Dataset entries
┌────────

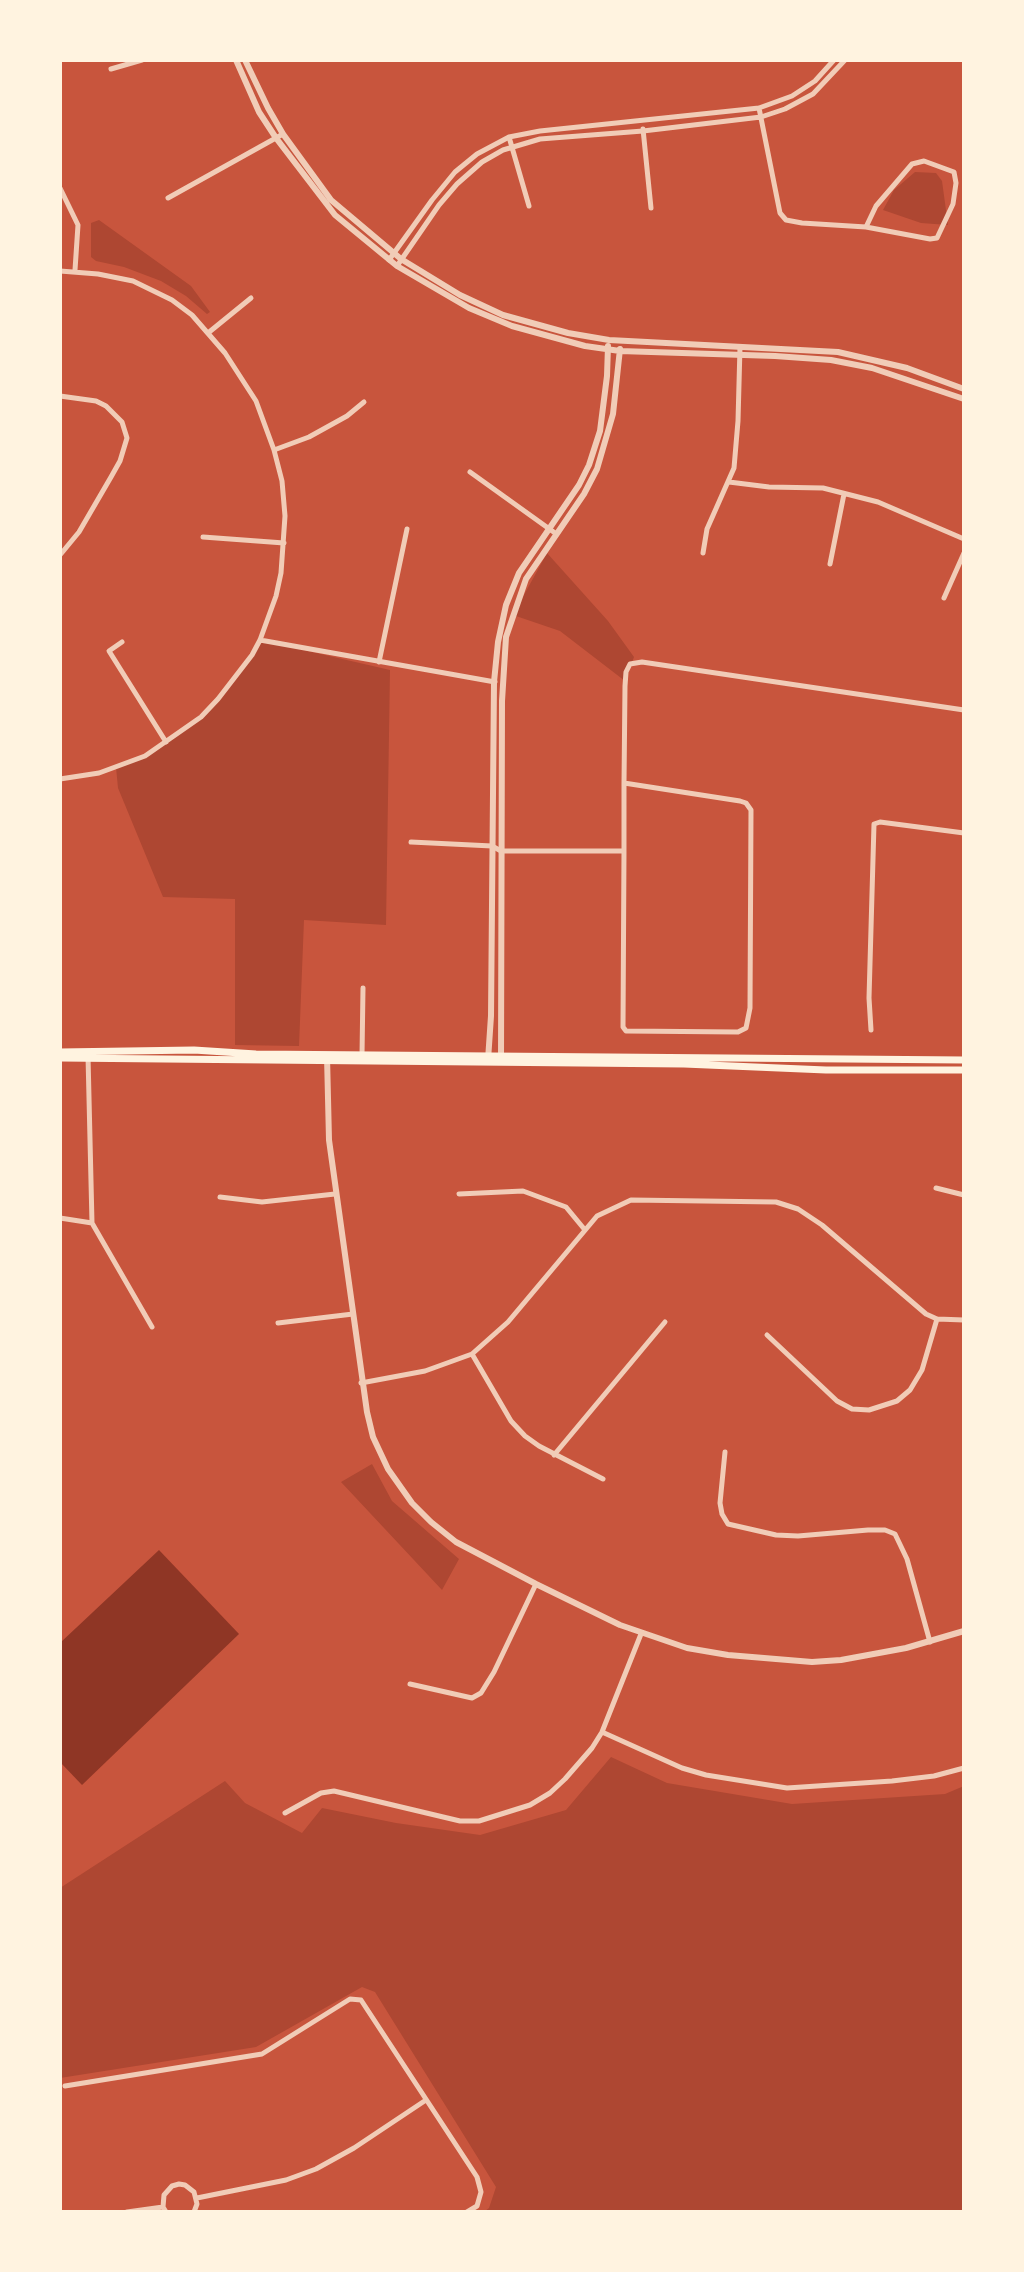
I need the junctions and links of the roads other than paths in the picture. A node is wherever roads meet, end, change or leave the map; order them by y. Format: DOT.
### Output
graph roads {
  1 [pos="142,60"];
  2 [pos="236,60"];
  3 [pos="245,60"];
  4 [pos="834,60"];
  5 [pos="845,60"];
  6 [pos="111,69"];
  7 [pos="759,108"];
  8 [pos="761,117"];
  9 [pos="642,121"];
  10 [pos="643,131"];
  11 [pos="283,134"];
  12 [pos="509,137"];
  13 [pos="276,138"];
  14 [pos="512,147"];
  15 [pos="60,188"];
  16 [pos="168,198"];
  17 [pos="529,206"];
  18 [pos="651,208"];
  19 [pos="866,227"];
  20 [pos="392,257"];
  21 [pos="399,263"];
  22 [pos="75,270"];
  23 [pos="60,271"];
  24 [pos="251,298"];
  25 [pos="208,333"];
  26 [pos="609,340"];
  27 [pos="621,342"];
  28 [pos="740,347"];
  29 [pos="607,350"];
  30 [pos="620,351"];
  31 [pos="740,356"];
  32 [pos="964,389"];
  33 [pos="60,396"];
  34 [pos="964,399"];
  35 [pos="364,402"];
  36 [pos="274,450"];
  37 [pos="470,472"];
  38 [pos="729,482"];
  39 [pos="844,494"];
  40 [pos="407,529"];
  41 [pos="552,530"];
  42 [pos="203,537"];
  43 [pos="964,539"];
  44 [pos="284,543"];
  45 [pos="703,553"];
  46 [pos="964,553"];
  47 [pos="60,555"];
  48 [pos="830,564"];
  49 [pos="944,598"];
  50 [pos="260,640"];
  51 [pos="122,642"];
  52 [pos="379,662"];
  53 [pos="494,682"];
  54 [pos="502,683"];
  55 [pos="964,710"];
  56 [pos="166,742"];
  57 [pos="60,779"];
  58 [pos="624,783"];
  59 [pos="964,833"];
  60 [pos="411,842"];
  61 [pos="492,846"];
  62 [pos="501,851"];
  63 [pos="624,851"];
  64 [pos="363,988"];
  65 [pos="871,1030"];
  66 [pos="60,1052"];
  67 [pos="88,1055"];
  68 [pos="60,1058"];
  69 [pos="327,1058"];
  70 [pos="362,1058"];
  71 [pos="488,1059"];
  72 [pos="501,1060"];
  73 [pos="964,1060"];
  74 [pos="964,1070"];
  75 [pos="936,1188"];
  76 [pos="335,1194"];
  77 [pos="459,1194"];
  78 [pos="964,1195"];
  79 [pos="220,1197"];
  80 [pos="60,1218"];
  81 [pos="92,1223"];
  82 [pos="585,1230"];
  83 [pos="353,1314"];
  84 [pos="937,1319"];
  85 [pos="964,1320"];
  86 [pos="665,1322"];
  87 [pos="278,1323"];
  88 [pos="152,1327"];
  89 [pos="767,1335"];
  90 [pos="472,1354"];
  91 [pos="361,1383"];
  92 [pos="725,1452"];
  93 [pos="554,1455"];
  94 [pos="603,1479"];
  95 [pos="536,1584"];
  96 [pos="964,1631"];
  97 [pos="641,1634"];
  98 [pos="930,1642"];
  99 [pos="410,1684"];
  100 [pos="602,1732"];
  101 [pos="964,1768"];
  102 [pos="285,1813"];
  103 [pos="65,2086"];
  104 [pos="426,2100"];
  105 [pos="197,2198"];
  106 [pos="164,2209"];
  107 [pos="127,2212"];
  108 [pos="194,2212"];
  109 [pos="467,2212"];
  1 -- 6 [label="street"];
  2 -- 13 [label="street"];
  3 -- 11 [label="street"];
  4 -- 7 [label="street"];
  5 -- 8 [label="street"];
  7 -- 8 [label="street"];
  7 -- 9 [label="street"];
  8 -- 10 [label="street"];
  8 -- 19 [label="street"];
  9 -- 10 [label="street"];
  9 -- 12 [label="street"];
  10 -- 14 [label="street"];
  10 -- 18 [label="street"];
  11 -- 13 [label="street"];
  11 -- 20 [label="street"];
  12 -- 14 [label="street"];
  12 -- 20 [label="street"];
  13 -- 16 [label="street"];
  13 -- 20 [label="street"];
  14 -- 17 [label="street"];
  14 -- 21 [label="street"];
  15 -- 22 [label="street"];
  19 -- 19 [label="street"];
  20 -- 21 [label="street"];
  21 -- 26 [label="street"];
  21 -- 29 [label="street"];
  22 -- 23 [label="street"];
  22 -- 25 [label="street"];
  24 -- 25 [label="street"];
  25 -- 36 [label="street"];
  26 -- 27 [label="street"];
  26 -- 29 [label="street"];
  27 -- 28 [label="street"];
  27 -- 30 [label="street"];
  28 -- 31 [label="street"];
  28 -- 32 [label="street"];
  29 -- 30 [label="street"];
  29 -- 41 [label="street"];
  30 -- 31 [label="street"];
  30 -- 41 [label="street"];
  31 -- 34 [label="street"];
  31 -- 38 [label="street"];
  33 -- 47 [label="street"];
  35 -- 36 [label="street"];
  36 -- 44 [label="street"];
  37 -- 41 [label="street"];
  38 -- 39 [label="street"];
  38 -- 45 [label="street"];
  39 -- 43 [label="street"];
  39 -- 48 [label="street"];
  40 -- 52 [label="street"];
  41 -- 53 [label="street"];
  41 -- 54 [label="street"];
  42 -- 44 [label="street"];
  44 -- 50 [label="street"];
  46 -- 49 [label="street"];
  50 -- 52 [label="street"];
  50 -- 56 [label="street"];
  51 -- 56 [label="street"];
  52 -- 53 [label="street"];
  53 -- 54 [label="street"];
  53 -- 61 [label="street"];
  54 -- 62 [label="street"];
  55 -- 58 [label="street"];
  56 -- 57 [label="street"];
  58 -- 63 [label="street"];
  58 -- 63 [label="street"];
  59 -- 65 [label="street"];
  60 -- 61 [label="street"];
  61 -- 62 [label="street"];
  61 -- 71 [label="street"];
  62 -- 63 [label="street"];
  62 -- 72 [label="street"];
  64 -- 70 [label="street"];
  66 -- 67 [label="main road"];
  67 -- 68 [label="main road"];
  67 -- 69 [label="main road"];
  67 -- 81 [label="street"];
  69 -- 70 [label="main road"];
  69 -- 76 [label="street"];
  70 -- 71 [label="main road"];
  71 -- 72 [label="main road"];
  72 -- 73 [label="main road"];
  72 -- 74 [label="main road"];
  75 -- 78 [label="street"];
  76 -- 79 [label="street"];
  76 -- 83 [label="street"];
  77 -- 82 [label="street"];
  80 -- 81 [label="street"];
  81 -- 88 [label="street"];
  82 -- 84 [label="street"];
  82 -- 90 [label="street"];
  83 -- 87 [label="street"];
  83 -- 91 [label="street"];
  84 -- 85 [label="street"];
  84 -- 89 [label="street"];
  86 -- 93 [label="street"];
  90 -- 91 [label="street"];
  90 -- 93 [label="street"];
  91 -- 95 [label="street"];
  92 -- 98 [label="street"];
  93 -- 94 [label="street"];
  95 -- 97 [label="street"];
  95 -- 99 [label="street"];
  96 -- 98 [label="street"];
  97 -- 98 [label="street"];
  97 -- 100 [label="street"];
  100 -- 101 [label="street"];
  100 -- 102 [label="street"];
  103 -- 104 [label="street"];
  104 -- 105 [label="street"];
  104 -- 109 [label="street"];
  105 -- 106 [label="street"];
  105 -- 108 [label="street"];
  106 -- 107 [label="street"];
}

└────────

** EXERCISE REQUIREMENTS **
Word for word, give the entries back in full; the pictures do not belong in the copy.

** EXERCISE RESPONSE **
I need the junctions and links of the roads other than paths in the picture. A node is wherever roads meet, end, change or leave the map; order them by y. Format: DOT.
### Output
graph roads {
  1 [pos="142,60"];
  2 [pos="236,60"];
  3 [pos="245,60"];
  4 [pos="834,60"];
  5 [pos="845,60"];
  6 [pos="111,69"];
  7 [pos="759,108"];
  8 [pos="761,117"];
  9 [pos="642,121"];
  10 [pos="643,131"];
  11 [pos="283,134"];
  12 [pos="509,137"];
  13 [pos="276,138"];
  14 [pos="512,147"];
  15 [pos="60,188"];
  16 [pos="168,198"];
  17 [pos="529,206"];
  18 [pos="651,208"];
  19 [pos="866,227"];
  20 [pos="392,257"];
  21 [pos="399,263"];
  22 [pos="75,270"];
  23 [pos="60,271"];
  24 [pos="251,298"];
  25 [pos="208,333"];
  26 [pos="609,340"];
  27 [pos="621,342"];
  28 [pos="740,347"];
  29 [pos="607,350"];
  30 [pos="620,351"];
  31 [pos="740,356"];
  32 [pos="964,389"];
  33 [pos="60,396"];
  34 [pos="964,399"];
  35 [pos="364,402"];
  36 [pos="274,450"];
  37 [pos="470,472"];
  38 [pos="729,482"];
  39 [pos="844,494"];
  40 [pos="407,529"];
  41 [pos="552,530"];
  42 [pos="203,537"];
  43 [pos="964,539"];
  44 [pos="284,543"];
  45 [pos="703,553"];
  46 [pos="964,553"];
  47 [pos="60,555"];
  48 [pos="830,564"];
  49 [pos="944,598"];
  50 [pos="260,640"];
  51 [pos="122,642"];
  52 [pos="379,662"];
  53 [pos="494,682"];
  54 [pos="502,683"];
  55 [pos="964,710"];
  56 [pos="166,742"];
  57 [pos="60,779"];
  58 [pos="624,783"];
  59 [pos="964,833"];
  60 [pos="411,842"];
  61 [pos="492,846"];
  62 [pos="501,851"];
  63 [pos="624,851"];
  64 [pos="363,988"];
  65 [pos="871,1030"];
  66 [pos="60,1052"];
  67 [pos="88,1055"];
  68 [pos="60,1058"];
  69 [pos="327,1058"];
  70 [pos="362,1058"];
  71 [pos="488,1059"];
  72 [pos="501,1060"];
  73 [pos="964,1060"];
  74 [pos="964,1070"];
  75 [pos="936,1188"];
  76 [pos="335,1194"];
  77 [pos="459,1194"];
  78 [pos="964,1195"];
  79 [pos="220,1197"];
  80 [pos="60,1218"];
  81 [pos="92,1223"];
  82 [pos="585,1230"];
  83 [pos="353,1314"];
  84 [pos="937,1319"];
  85 [pos="964,1320"];
  86 [pos="665,1322"];
  87 [pos="278,1323"];
  88 [pos="152,1327"];
  89 [pos="767,1335"];
  90 [pos="472,1354"];
  91 [pos="361,1383"];
  92 [pos="725,1452"];
  93 [pos="554,1455"];
  94 [pos="603,1479"];
  95 [pos="536,1584"];
  96 [pos="964,1631"];
  97 [pos="641,1634"];
  98 [pos="930,1642"];
  99 [pos="410,1684"];
  100 [pos="602,1732"];
  101 [pos="964,1768"];
  102 [pos="285,1813"];
  103 [pos="65,2086"];
  104 [pos="426,2100"];
  105 [pos="197,2198"];
  106 [pos="164,2209"];
  107 [pos="127,2212"];
  108 [pos="194,2212"];
  109 [pos="467,2212"];
  1 -- 6 [label="street"];
  2 -- 13 [label="street"];
  3 -- 11 [label="street"];
  4 -- 7 [label="street"];
  5 -- 8 [label="street"];
  7 -- 8 [label="street"];
  7 -- 9 [label="street"];
  8 -- 10 [label="street"];
  8 -- 19 [label="street"];
  9 -- 10 [label="street"];
  9 -- 12 [label="street"];
  10 -- 14 [label="street"];
  10 -- 18 [label="street"];
  11 -- 13 [label="street"];
  11 -- 20 [label="street"];
  12 -- 14 [label="street"];
  12 -- 20 [label="street"];
  13 -- 16 [label="street"];
  13 -- 20 [label="street"];
  14 -- 17 [label="street"];
  14 -- 21 [label="street"];
  15 -- 22 [label="street"];
  19 -- 19 [label="street"];
  20 -- 21 [label="street"];
  21 -- 26 [label="street"];
  21 -- 29 [label="street"];
  22 -- 23 [label="street"];
  22 -- 25 [label="street"];
  24 -- 25 [label="street"];
  25 -- 36 [label="street"];
  26 -- 27 [label="street"];
  26 -- 29 [label="street"];
  27 -- 28 [label="street"];
  27 -- 30 [label="street"];
  28 -- 31 [label="street"];
  28 -- 32 [label="street"];
  29 -- 30 [label="street"];
  29 -- 41 [label="street"];
  30 -- 31 [label="street"];
  30 -- 41 [label="street"];
  31 -- 34 [label="street"];
  31 -- 38 [label="street"];
  33 -- 47 [label="street"];
  35 -- 36 [label="street"];
  36 -- 44 [label="street"];
  37 -- 41 [label="street"];
  38 -- 39 [label="street"];
  38 -- 45 [label="street"];
  39 -- 43 [label="street"];
  39 -- 48 [label="street"];
  40 -- 52 [label="street"];
  41 -- 53 [label="street"];
  41 -- 54 [label="street"];
  42 -- 44 [label="street"];
  44 -- 50 [label="street"];
  46 -- 49 [label="street"];
  50 -- 52 [label="street"];
  50 -- 56 [label="street"];
  51 -- 56 [label="street"];
  52 -- 53 [label="street"];
  53 -- 54 [label="street"];
  53 -- 61 [label="street"];
  54 -- 62 [label="street"];
  55 -- 58 [label="street"];
  56 -- 57 [label="street"];
  58 -- 63 [label="street"];
  58 -- 63 [label="street"];
  59 -- 65 [label="street"];
  60 -- 61 [label="street"];
  61 -- 62 [label="street"];
  61 -- 71 [label="street"];
  62 -- 63 [label="street"];
  62 -- 72 [label="street"];
  64 -- 70 [label="street"];
  66 -- 67 [label="main road"];
  67 -- 68 [label="main road"];
  67 -- 69 [label="main road"];
  67 -- 81 [label="street"];
  69 -- 70 [label="main road"];
  69 -- 76 [label="street"];
  70 -- 71 [label="main road"];
  71 -- 72 [label="main road"];
  72 -- 73 [label="main road"];
  72 -- 74 [label="main road"];
  75 -- 78 [label="street"];
  76 -- 79 [label="street"];
  76 -- 83 [label="street"];
  77 -- 82 [label="street"];
  80 -- 81 [label="street"];
  81 -- 88 [label="street"];
  82 -- 84 [label="street"];
  82 -- 90 [label="street"];
  83 -- 87 [label="street"];
  83 -- 91 [label="street"];
  84 -- 85 [label="street"];
  84 -- 89 [label="street"];
  86 -- 93 [label="street"];
  90 -- 91 [label="street"];
  90 -- 93 [label="street"];
  91 -- 95 [label="street"];
  92 -- 98 [label="street"];
  93 -- 94 [label="street"];
  95 -- 97 [label="street"];
  95 -- 99 [label="street"];
  96 -- 98 [label="street"];
  97 -- 98 [label="street"];
  97 -- 100 [label="street"];
  100 -- 101 [label="street"];
  100 -- 102 [label="street"];
  103 -- 104 [label="street"];
  104 -- 105 [label="street"];
  104 -- 109 [label="street"];
  105 -- 106 [label="street"];
  105 -- 108 [label="street"];
  106 -- 107 [label="street"];
}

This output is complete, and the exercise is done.